“So many bodies were shot. But before they were shot, they were cuffed for execution style.”
Some have stab wounds, others have their hands tied with electric cables.
There is a child beheaded.
He shows us one image of a victim with stab wounds on his back and head.
“You can see that the pelvis is shattered. These are bullets inside. So he was shot, he was stabbed, he was burned. And then he was run over by a car.”
It is stomach-turning.
I too feel my eyes fill with tears as I look at the horrendous nature of some of the injuries.
Many of the bodies were burned.
“It’s like a crematorium,” he says.
It’s bleached the bones.
Downstairs, Dr Nurit Bublil is looking at some of the toughest cases.
She’s in charge of the DNA lab where they’re looking at tiny bits of tissue.
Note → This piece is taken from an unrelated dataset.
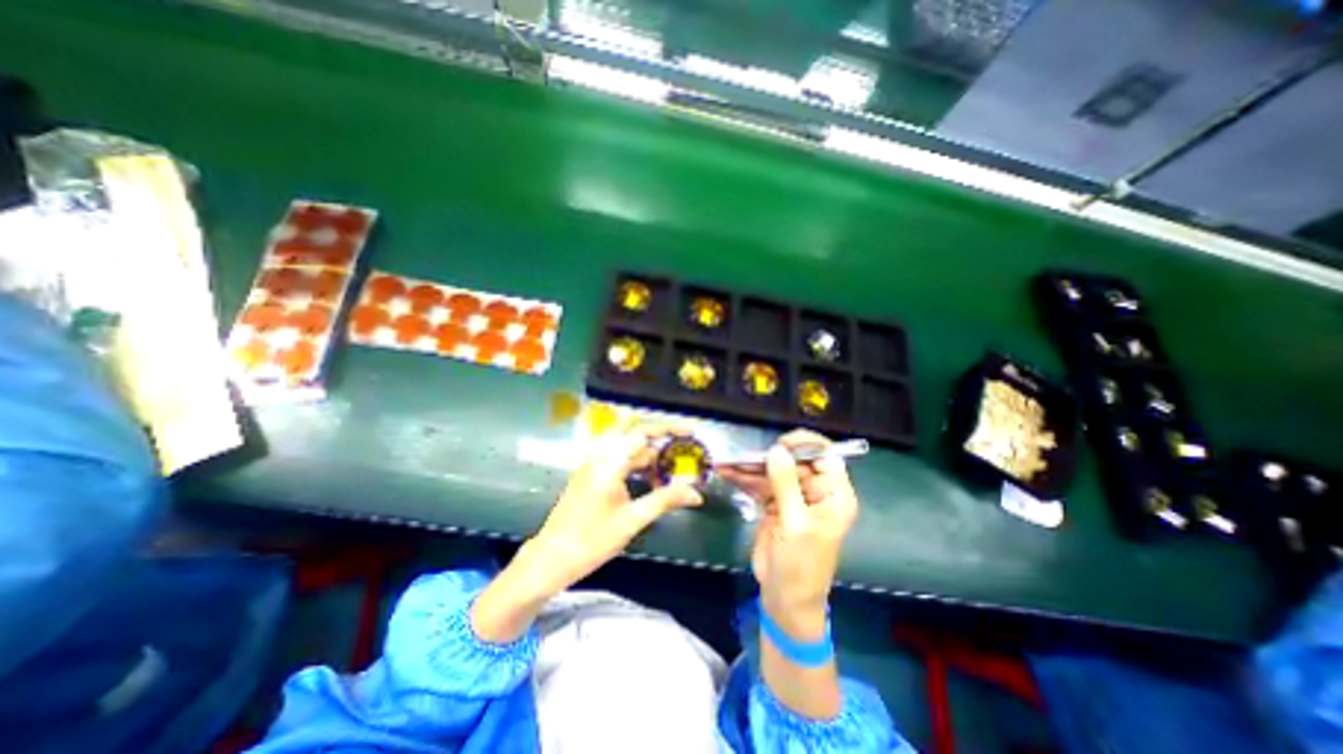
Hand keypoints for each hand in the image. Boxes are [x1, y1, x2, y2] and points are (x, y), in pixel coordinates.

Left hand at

But it’s a large item of evidence that stops her in her tracks – and me.
She lifts a bag and shows me a baby’s mattress. It’s covered in blood.
“This baby was probably stabbed in his own bed.”
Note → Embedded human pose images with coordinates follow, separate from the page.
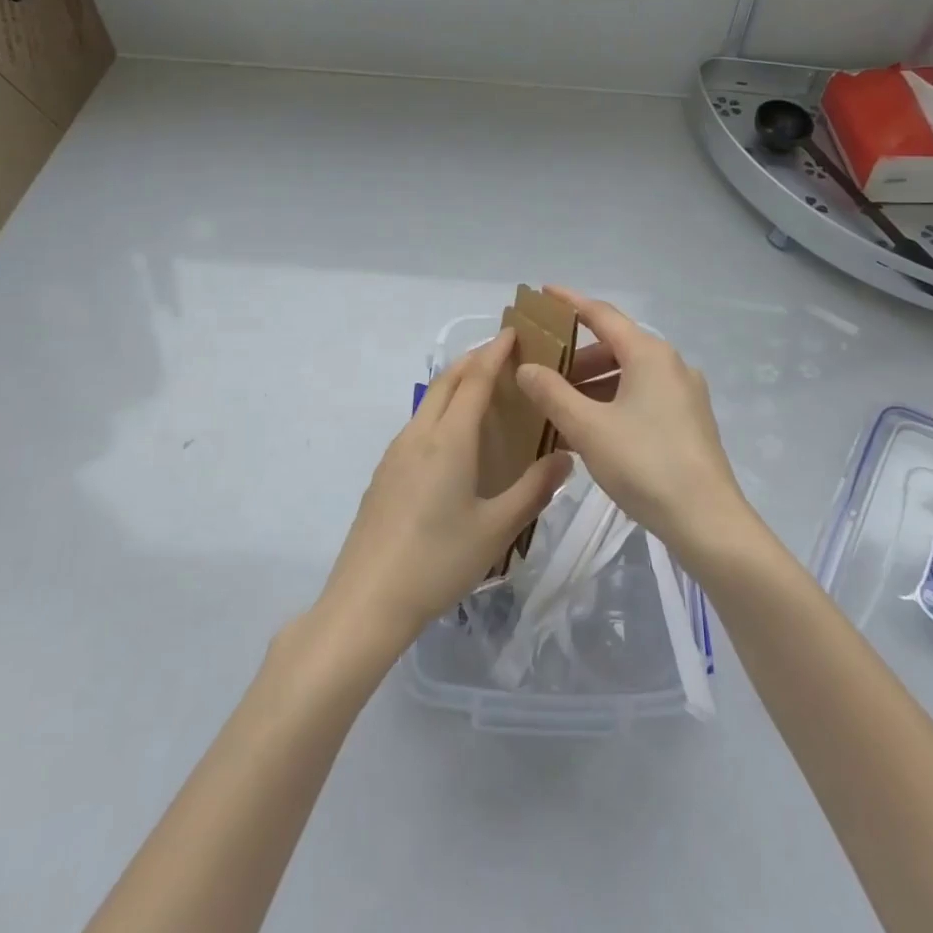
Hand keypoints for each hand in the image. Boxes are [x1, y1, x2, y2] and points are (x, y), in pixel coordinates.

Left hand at [319, 328, 572, 653]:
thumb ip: (534, 490)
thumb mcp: (497, 529)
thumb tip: (566, 457)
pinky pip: (418, 424)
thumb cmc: (438, 561)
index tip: (514, 332)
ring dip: (456, 384)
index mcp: (449, 440)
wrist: (366, 600)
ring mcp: (395, 453)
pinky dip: (441, 410)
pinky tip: (454, 439)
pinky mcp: (384, 473)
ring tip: (484, 390)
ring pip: (429, 401)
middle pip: (447, 381)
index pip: (474, 379)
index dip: (495, 352)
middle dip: (474, 359)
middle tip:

You can hear rage in Dr Bublil’s tone as she describes the attackers.
“This is just genocide. For hours, they slaughtered our people and they enjoyed every minute of it.”
On the ground floor, we meet Michal Peer, an anthropologist.
She shows us boxes she says are filled with debris, metal, glass and even pieces of mobile phones that people were holding onto at the time.
Her job she says is to separate out the bones from the non-bones and try to trace who they might belong to.
“Before this event, I had never had to deal with the remains of children,” she says.
“This is the first time and it’s really difficult.
“It’s hard to disconnect from it, but you have to because even if it’s the smallest piece of bone that we can send up to the lab for them to try to pull a DNA profile, that’s the whole reason I got into this field, for the families who are looking for their loved ones and wanting to know what happened to them.
“I want to let those families have the chance to give their loved ones a proper burial.”
It is slow, detailed, technical work and it is vital, for the families and the nation.